Data listing -

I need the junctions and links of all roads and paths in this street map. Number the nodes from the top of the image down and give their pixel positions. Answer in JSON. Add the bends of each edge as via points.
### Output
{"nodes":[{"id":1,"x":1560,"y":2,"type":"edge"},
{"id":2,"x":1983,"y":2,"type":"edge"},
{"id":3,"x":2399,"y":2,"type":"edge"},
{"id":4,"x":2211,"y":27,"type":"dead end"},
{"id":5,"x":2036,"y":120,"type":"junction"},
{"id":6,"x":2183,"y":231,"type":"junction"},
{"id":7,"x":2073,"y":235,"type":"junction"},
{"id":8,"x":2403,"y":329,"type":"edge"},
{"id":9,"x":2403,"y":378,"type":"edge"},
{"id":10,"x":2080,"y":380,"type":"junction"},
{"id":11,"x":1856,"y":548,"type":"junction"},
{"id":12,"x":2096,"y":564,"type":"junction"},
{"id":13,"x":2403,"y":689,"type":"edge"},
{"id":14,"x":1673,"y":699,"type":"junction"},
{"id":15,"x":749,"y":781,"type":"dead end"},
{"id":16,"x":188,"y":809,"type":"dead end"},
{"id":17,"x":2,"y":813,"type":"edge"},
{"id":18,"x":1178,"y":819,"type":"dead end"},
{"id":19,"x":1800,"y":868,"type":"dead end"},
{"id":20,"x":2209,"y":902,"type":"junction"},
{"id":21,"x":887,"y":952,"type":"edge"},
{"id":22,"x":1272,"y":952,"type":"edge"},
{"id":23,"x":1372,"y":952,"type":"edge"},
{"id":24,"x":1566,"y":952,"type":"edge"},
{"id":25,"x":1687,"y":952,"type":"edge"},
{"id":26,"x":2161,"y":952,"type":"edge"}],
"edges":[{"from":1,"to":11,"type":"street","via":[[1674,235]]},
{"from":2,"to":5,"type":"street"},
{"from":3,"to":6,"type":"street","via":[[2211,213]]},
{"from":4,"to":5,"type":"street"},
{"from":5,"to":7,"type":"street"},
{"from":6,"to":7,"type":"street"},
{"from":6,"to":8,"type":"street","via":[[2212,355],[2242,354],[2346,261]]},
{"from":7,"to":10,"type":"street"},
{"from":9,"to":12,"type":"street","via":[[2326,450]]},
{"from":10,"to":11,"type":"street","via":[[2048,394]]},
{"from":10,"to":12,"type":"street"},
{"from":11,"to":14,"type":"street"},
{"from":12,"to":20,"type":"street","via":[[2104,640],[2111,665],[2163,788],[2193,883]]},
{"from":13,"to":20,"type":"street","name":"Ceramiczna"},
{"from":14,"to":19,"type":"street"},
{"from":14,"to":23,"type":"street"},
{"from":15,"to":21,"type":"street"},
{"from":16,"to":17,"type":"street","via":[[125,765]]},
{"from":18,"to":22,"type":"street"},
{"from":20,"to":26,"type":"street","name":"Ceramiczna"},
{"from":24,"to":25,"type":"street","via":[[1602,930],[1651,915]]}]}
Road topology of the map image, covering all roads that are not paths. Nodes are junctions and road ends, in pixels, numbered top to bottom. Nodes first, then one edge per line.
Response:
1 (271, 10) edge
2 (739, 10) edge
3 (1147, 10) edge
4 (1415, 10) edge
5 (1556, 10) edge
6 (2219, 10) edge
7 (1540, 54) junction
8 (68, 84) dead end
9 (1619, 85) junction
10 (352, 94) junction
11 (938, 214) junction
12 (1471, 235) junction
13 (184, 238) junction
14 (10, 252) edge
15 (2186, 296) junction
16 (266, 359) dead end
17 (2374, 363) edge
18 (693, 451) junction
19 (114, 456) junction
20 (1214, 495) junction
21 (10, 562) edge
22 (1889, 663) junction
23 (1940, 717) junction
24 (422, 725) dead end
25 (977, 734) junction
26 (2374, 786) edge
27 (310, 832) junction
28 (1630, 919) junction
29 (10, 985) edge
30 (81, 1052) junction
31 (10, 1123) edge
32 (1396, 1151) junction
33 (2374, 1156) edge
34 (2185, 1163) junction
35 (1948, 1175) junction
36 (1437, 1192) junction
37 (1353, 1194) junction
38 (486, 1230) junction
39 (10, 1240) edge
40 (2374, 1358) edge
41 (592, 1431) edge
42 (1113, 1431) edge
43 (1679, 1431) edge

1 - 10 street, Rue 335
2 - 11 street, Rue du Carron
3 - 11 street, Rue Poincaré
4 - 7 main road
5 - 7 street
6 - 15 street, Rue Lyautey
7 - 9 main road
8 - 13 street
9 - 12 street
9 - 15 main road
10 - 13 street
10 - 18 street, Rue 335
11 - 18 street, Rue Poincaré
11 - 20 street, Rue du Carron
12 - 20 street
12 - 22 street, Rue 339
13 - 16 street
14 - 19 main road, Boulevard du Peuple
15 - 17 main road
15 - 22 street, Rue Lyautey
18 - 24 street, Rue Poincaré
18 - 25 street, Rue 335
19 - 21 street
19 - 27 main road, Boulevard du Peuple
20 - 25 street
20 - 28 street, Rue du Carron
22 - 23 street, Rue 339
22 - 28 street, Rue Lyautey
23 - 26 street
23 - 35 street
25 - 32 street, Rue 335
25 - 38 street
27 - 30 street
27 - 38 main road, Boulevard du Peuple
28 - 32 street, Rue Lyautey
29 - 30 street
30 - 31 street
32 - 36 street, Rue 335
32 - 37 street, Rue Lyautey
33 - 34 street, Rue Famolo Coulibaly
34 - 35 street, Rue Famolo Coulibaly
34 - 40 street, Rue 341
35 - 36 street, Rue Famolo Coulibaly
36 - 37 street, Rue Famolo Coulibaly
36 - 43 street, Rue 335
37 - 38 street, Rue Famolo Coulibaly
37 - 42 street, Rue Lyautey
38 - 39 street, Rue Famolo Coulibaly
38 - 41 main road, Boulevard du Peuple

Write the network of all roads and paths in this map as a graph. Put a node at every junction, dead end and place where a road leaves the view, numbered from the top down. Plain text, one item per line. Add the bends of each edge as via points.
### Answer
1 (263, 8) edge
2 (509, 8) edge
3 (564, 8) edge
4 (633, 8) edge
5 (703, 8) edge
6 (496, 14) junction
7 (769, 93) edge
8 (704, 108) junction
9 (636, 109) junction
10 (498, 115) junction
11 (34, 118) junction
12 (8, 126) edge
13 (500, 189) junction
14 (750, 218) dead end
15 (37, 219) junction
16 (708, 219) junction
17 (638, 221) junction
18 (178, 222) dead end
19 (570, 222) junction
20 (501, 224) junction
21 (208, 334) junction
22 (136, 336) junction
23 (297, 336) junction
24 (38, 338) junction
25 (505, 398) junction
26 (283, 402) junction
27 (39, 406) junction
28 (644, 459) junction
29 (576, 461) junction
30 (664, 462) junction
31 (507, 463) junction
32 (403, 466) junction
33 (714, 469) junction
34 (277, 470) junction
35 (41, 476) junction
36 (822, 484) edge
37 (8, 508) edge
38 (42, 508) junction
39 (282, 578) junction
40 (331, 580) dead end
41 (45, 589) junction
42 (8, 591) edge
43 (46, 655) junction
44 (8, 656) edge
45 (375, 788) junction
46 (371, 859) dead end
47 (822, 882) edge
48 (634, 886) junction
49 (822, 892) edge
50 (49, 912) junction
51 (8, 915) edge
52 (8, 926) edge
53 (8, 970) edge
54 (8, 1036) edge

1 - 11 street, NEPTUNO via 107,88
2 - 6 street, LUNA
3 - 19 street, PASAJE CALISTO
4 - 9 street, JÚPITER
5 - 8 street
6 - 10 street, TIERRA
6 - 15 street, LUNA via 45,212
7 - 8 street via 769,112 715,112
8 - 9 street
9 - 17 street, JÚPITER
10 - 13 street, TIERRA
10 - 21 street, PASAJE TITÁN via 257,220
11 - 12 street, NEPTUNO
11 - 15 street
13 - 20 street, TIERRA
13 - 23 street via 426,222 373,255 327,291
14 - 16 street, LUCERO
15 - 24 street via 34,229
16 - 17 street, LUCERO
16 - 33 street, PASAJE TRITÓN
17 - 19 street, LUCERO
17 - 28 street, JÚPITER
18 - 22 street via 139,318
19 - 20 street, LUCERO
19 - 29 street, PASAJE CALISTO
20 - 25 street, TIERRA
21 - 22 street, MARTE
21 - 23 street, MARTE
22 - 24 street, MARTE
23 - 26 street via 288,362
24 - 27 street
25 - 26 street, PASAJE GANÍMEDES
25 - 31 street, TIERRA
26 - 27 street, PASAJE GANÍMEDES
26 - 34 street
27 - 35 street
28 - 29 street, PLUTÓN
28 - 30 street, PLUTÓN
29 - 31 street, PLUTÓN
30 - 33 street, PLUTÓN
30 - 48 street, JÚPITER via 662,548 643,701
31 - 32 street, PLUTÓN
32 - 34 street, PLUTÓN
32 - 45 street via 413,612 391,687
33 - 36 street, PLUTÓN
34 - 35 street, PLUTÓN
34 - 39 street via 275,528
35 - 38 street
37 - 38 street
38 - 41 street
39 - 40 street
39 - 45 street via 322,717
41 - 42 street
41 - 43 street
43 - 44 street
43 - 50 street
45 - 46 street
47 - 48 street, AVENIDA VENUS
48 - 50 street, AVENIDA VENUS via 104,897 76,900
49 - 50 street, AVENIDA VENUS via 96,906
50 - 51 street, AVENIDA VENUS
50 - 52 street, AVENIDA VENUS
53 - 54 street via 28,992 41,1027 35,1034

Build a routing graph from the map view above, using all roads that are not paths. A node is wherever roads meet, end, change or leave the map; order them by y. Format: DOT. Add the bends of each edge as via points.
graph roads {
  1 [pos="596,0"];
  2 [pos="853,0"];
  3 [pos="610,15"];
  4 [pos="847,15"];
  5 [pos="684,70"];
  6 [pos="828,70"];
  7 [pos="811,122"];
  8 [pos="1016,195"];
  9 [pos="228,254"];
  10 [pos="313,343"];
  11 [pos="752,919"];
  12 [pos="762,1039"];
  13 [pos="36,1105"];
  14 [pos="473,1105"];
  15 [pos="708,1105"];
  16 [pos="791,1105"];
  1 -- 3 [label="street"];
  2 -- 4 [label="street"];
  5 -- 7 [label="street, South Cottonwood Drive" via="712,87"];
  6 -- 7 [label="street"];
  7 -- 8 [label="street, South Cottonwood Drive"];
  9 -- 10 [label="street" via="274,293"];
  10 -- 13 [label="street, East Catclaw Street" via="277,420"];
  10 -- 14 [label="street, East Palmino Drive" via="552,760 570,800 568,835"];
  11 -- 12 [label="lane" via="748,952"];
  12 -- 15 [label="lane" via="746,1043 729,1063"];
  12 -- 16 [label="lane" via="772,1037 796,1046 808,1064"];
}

What you have to do -
In the records above, find each line that holds the word "Drive"; copy all such lines.

Answer box -
  5 -- 7 [label="street, South Cottonwood Drive" via="712,87"];
  7 -- 8 [label="street, South Cottonwood Drive"];
  10 -- 14 [label="street, East Palmino Drive" via="552,760 570,800 568,835"];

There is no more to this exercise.